Hij kijkt haar fronsend aan, strak, alsof hij haar met wilskracht wil ontmoedigen. Emma kijkt terug met een ontwapenende, bijna kinderlijke ernst.

Phatudi is degene die toegeeft. Hij zucht diep, trekt een map naar zich toe, slaat hem open en haalt er een foto uit die hij nijdig over de tafel schuift, tot naast de foto die Emma heeft meegebracht, de twee netjes naast elkaar.

Emma buigt zich erover en bestudeert de foto's. De inspecteur kijkt naar haar. Ik zweet en kijk naar een poster aan de muur waarop mensen wordt afgeraden misdaden te plegen.

Zo blijven ze een minuut of twee zitten, de kleine Emma en die rots van een rechercheur, in doodse stilte.

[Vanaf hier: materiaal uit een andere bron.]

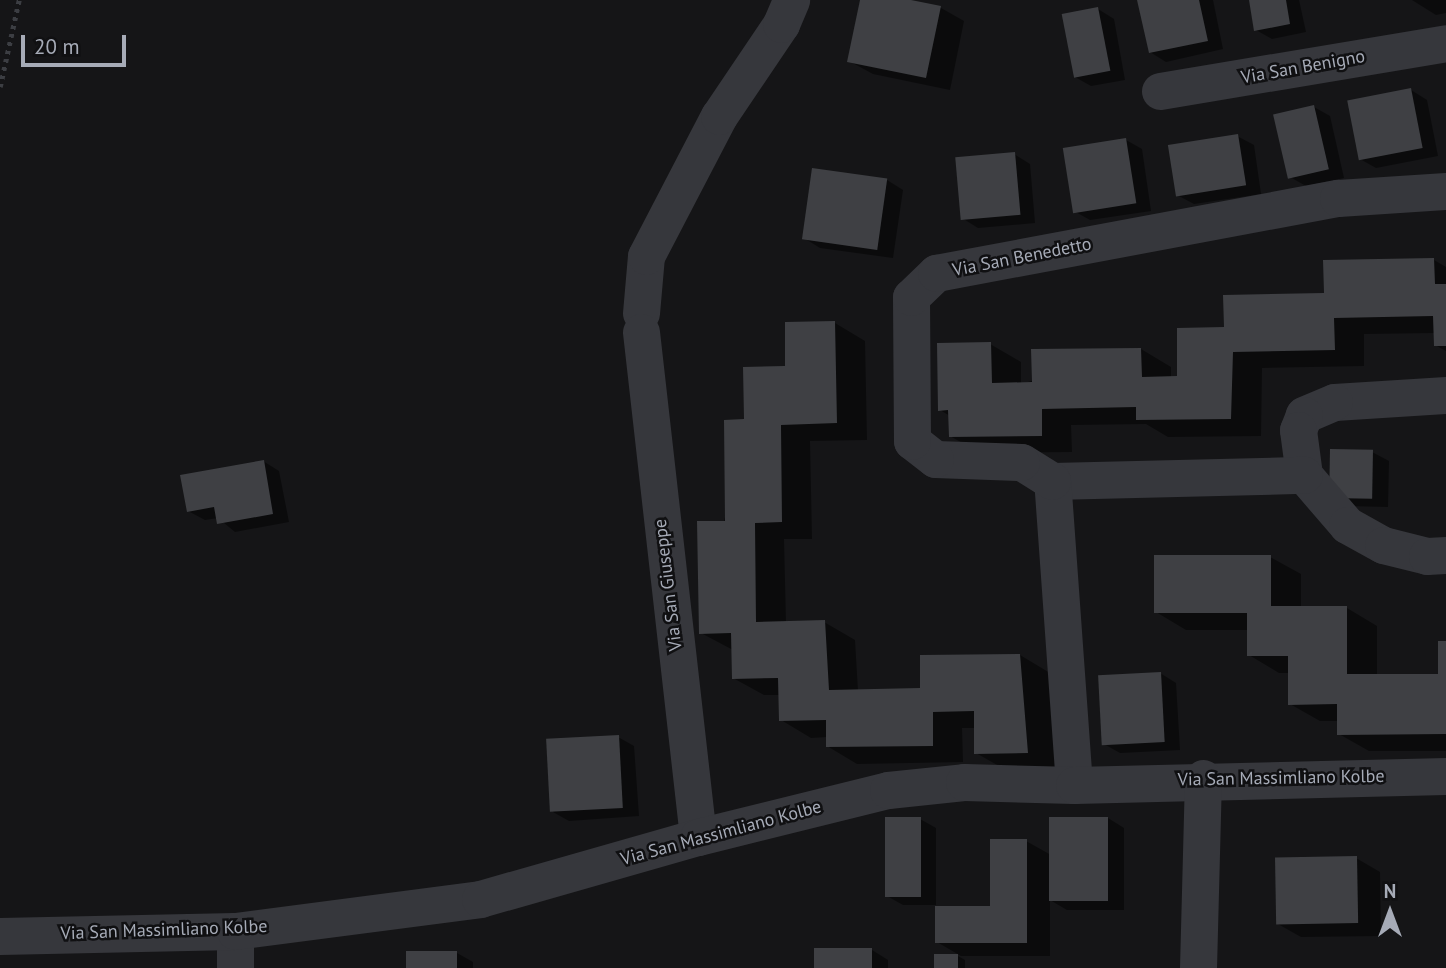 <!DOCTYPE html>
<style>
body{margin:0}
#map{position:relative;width:1446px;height:968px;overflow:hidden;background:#151517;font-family:"PT Sans",sans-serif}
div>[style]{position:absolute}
.shadow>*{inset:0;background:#0007}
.building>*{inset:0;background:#3f4044;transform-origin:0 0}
.path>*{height:4.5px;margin-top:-2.25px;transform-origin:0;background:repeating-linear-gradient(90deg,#3c3e43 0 3.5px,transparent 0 8.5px)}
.street>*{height:37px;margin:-18.5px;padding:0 18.5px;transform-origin:18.5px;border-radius:18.5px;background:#36373c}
span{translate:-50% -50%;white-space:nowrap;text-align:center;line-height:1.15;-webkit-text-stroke:5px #101012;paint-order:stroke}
.street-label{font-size:18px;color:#a6abb7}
.north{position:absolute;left:1355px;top:877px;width:70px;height:70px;-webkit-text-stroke:5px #101012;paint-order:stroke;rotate:0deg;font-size:19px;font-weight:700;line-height:28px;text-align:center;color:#a6abb7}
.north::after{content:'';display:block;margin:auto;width:24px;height:32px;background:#a6abb7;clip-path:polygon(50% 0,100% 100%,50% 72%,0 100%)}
.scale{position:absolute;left:21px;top:35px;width:105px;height:32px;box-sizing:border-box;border:4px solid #a6abb7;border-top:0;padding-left:9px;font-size:21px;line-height:24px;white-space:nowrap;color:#a6abb7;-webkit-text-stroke:5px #101012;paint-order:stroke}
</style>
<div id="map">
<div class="shadow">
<div style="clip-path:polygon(862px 0,903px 0,941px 8px,964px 21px,950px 90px,873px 74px,849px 61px)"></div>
<div style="clip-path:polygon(1144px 0,1213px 0,1223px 49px,1166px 62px,1150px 52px)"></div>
<div style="clip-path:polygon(1250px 0,1299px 0,1306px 32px,1272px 39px,1256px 30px)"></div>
<div style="clip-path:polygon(1446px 0,1446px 13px,1436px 15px,1412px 0)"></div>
<div style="clip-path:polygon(1098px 9px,1114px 19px,1125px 80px,1091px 86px,1075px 77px)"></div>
<div style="clip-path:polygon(1411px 90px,1427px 100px,1438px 156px,1376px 168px,1360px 159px)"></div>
<div style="clip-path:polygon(1314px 107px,1330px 116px,1344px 178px,1306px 186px,1290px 177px)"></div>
<div style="clip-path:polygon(1237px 136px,1254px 145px,1261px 194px,1194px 204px,1177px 195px)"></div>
<div style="clip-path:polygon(1126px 140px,1142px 149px,1151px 211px,1090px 220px,1074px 211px)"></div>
<div style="clip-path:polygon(1014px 154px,1030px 164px,1035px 223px,978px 228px,962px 218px)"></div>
<div style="clip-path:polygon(887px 180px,903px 190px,893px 258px,820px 248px,804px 238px)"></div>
<div style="clip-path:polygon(1434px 260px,1446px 267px,1446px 351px,1435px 345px,1435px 333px,1364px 334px,1364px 366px,1262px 368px,1261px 436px,1168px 437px,1146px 424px,1071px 425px,1072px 452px,980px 453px,950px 436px,950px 416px,940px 410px,990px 344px,1021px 362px,1021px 384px,1141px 349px,1171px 367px,1171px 378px,1179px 378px,1226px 328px)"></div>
<div style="clip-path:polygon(835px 323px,865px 341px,867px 440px,810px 441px,812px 539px,784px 539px,786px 623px,824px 622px,855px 640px,858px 691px,922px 690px,1020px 655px,1050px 673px,1057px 770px,1006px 770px,976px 753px,976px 728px,962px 728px,963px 762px,857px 764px,827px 746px,827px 737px,811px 738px,781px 720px,781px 695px,764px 695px,733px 678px,733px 650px,701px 633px,745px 421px,787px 368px)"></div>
<div style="clip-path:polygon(1372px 452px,1389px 461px,1388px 507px,1347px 506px,1331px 497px)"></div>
<div style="clip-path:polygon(263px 461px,279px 471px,289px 522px,235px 532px,218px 518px,205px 520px,188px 511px)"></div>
<div style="clip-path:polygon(1270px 557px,1301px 574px,1301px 608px,1347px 608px,1377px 626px,1377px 676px,1440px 676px,1446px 643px,1446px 751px,1369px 751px,1339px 734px,1339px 721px,1320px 721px,1290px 704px,1290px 673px,1279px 673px,1249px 655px,1249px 630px,1186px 630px,1156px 612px)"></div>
<div style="clip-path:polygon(1160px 673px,1176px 683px,1180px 750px,1120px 753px,1104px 744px)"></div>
<div style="clip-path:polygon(618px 737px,634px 746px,639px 816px,569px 821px,553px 812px)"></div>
<div style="clip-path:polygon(1051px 818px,1108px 818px,1124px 828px,1124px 910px,1067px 910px,1050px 900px,1050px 956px,961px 956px,937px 942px,992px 908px,1026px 841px,1051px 855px)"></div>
<div style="clip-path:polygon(920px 819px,936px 828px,936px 905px,903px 905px,887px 896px)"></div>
<div style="clip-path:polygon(1356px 858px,1380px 872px,1381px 936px,1301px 937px,1278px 924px)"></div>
<div style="clip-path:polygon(872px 950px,888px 960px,888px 968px,816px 968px)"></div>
<div style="clip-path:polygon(457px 953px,473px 962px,473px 968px,408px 968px)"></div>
<div style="clip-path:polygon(958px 956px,965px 960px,965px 968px,936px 968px)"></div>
</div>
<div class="building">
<div style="clip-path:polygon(860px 0,911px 0,941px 6px,926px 78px,847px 62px)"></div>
<div style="clip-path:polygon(1137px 0,1199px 0,1208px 41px,1149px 53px)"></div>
<div style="clip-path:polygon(1249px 0,1286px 0,1290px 24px,1254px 31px)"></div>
<div style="left:1098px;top:7px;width:65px;height:37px;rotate:79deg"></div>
<div style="left:1411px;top:88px;width:61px;height:65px;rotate:79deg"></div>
<div style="left:1314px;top:105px;width:66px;height:42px;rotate:77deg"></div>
<div style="left:1238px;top:134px;width:52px;height:71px;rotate:81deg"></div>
<div style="left:1126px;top:138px;width:66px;height:64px;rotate:81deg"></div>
<div style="left:1015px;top:152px;width:63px;height:60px;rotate:85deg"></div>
<div style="left:812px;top:168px;width:76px;height:72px;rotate:8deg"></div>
<div style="clip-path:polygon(1434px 258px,1435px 284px,1446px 284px,1446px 346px,1434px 346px,1433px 316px,1334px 318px,1335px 350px,1233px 352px,1231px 419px,1136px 420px,1136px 407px,1042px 409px,1042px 436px,949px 437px,948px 410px,938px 411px,937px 343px,991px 342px,992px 383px,1032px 382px,1031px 349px,1141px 348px,1142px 377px,1177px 376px,1177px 328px,1224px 327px,1223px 295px,1324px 293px,1323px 260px)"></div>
<div style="clip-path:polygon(835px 321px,837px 423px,781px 425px,782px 522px,755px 523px,756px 622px,825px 620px,829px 690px,920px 688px,920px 655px,1020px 654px,1028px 753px,974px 754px,974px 711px,933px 712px,933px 746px,826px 747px,826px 720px,779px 721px,778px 678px,732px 679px,731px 633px,699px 634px,697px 521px,725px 521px,724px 420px,744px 419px,743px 367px,785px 366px,785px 322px)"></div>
<div style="left:1330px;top:449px;width:43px;height:49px;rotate:1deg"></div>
<div style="clip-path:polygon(264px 460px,273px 514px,217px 524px,214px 507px,187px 512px,180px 475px)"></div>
<div style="clip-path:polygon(1154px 555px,1271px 555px,1271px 606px,1347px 606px,1347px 674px,1438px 674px,1438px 641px,1446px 641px,1446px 734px,1337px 735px,1337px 704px,1288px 705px,1288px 656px,1247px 656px,1247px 613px,1154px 613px)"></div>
<div style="left:1161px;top:672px;width:70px;height:63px;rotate:87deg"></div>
<div style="left:619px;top:735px;width:73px;height:73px;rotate:87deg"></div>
<div style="left:885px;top:817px;width:36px;height:80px"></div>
<div style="left:1049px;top:817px;width:59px;height:84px"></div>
<div style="clip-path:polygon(990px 839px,1027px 839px,1027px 943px,935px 943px,935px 906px,990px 906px)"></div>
<div style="left:1357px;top:856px;width:67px;height:82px;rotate:89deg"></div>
<div style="left:814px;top:948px;width:58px;height:20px"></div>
<div style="left:406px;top:951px;width:51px;height:17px"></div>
<div style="left:934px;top:954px;width:24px;height:14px"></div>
</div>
<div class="path">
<div style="left:0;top:87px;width:89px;rotate:-77.7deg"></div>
</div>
<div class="street">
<div style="left:1160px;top:91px;width:290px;rotate:-9.5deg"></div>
<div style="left:641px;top:313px;width:57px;rotate:-85deg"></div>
<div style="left:646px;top:256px;width:158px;rotate:-62.5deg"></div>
<div style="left:719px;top:116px;width:111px;rotate:-56deg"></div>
<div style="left:781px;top:24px;width:26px;rotate:-67deg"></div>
<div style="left:641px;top:332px;width:508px;rotate:83.56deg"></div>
<div style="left:1446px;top:395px;width:112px;rotate:176.4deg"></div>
<div style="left:1334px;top:402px;width:33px;rotate:157deg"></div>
<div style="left:1304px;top:415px;width:16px;rotate:112deg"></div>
<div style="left:1298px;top:430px;width:45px;rotate:82.4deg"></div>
<div style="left:1304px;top:475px;width:66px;rotate:49.3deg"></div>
<div style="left:1347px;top:525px;width:41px;rotate:29.1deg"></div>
<div style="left:1383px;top:545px;width:45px;rotate:14deg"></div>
<div style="left:1427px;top:556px;width:19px;rotate:-3deg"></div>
<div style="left:1052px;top:481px;width:252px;rotate:-1.4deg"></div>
<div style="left:1074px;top:785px;width:305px;rotate:-94.1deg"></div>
<div style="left:1052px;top:481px;width:36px;rotate:-148deg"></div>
<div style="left:1021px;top:462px;width:86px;rotate:-178deg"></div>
<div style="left:935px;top:459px;width:29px;rotate:-142deg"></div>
<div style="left:912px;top:441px;width:144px;rotate:-90.4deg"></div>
<div style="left:911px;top:297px;width:35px;rotate:-44deg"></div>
<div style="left:936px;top:273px;width:409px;rotate:-10.6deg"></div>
<div style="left:1338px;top:198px;width:108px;rotate:-3.7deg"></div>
<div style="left:235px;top:931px;width:37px;rotate:90deg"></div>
<div style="left:0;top:936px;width:235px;rotate:-1.2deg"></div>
<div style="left:235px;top:931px;width:247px;rotate:-7.4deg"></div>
<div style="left:480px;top:899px;width:227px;rotate:-15.9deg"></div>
<div style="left:698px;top:837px;width:196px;rotate:-13.9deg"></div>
<div style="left:888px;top:790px;width:76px;rotate:-6deg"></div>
<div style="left:964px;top:782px;width:110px;rotate:1.6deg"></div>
<div style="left:1074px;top:785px;width:372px;rotate:-1.4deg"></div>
<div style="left:1198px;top:968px;width:190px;rotate:-88.5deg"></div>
</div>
<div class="street-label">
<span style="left:1303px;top:67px;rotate:-10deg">Via San Benigno</span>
<span style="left:1022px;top:257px;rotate:-11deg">Via San Benedetto</span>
<span style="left:668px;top:585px;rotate:-97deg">Via San Giuseppe</span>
<span style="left:1281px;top:778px;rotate:-1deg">Via San Massimliano Kolbe</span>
<span style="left:721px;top:833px;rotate:-15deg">Via San Massimliano Kolbe</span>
<span style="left:164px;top:930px;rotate:-2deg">Via San Massimliano Kolbe</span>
</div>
<div class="north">N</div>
<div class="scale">20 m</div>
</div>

'Het is Jacobus,' zegt Emma, meer tegen zichzelf.

Phatudi zucht.

Emma pakt beide foto's op en laat ze aan mij zien. 'Wat denk jij, Lemmer?'

De foto van Jacobus le Roux is zwart-wit, een jonge soldaat met een tropenhoedje op die naar de camera glimlacht. Dezelfde hoge jukbeenderen als Emma, dezelfde wat uitstekende hoektanden. Hij heeft iets intens, iets dringends, hij wil de fotosessie achter de rug hebben, want de wereld wacht op hem. Een gemak, een zelfvertrouwen, hij houdt van de camera en van wat die zal vastleggen. Mijn vader is rijk en mijn leven ligt voor me open als een rijpe granaatappel.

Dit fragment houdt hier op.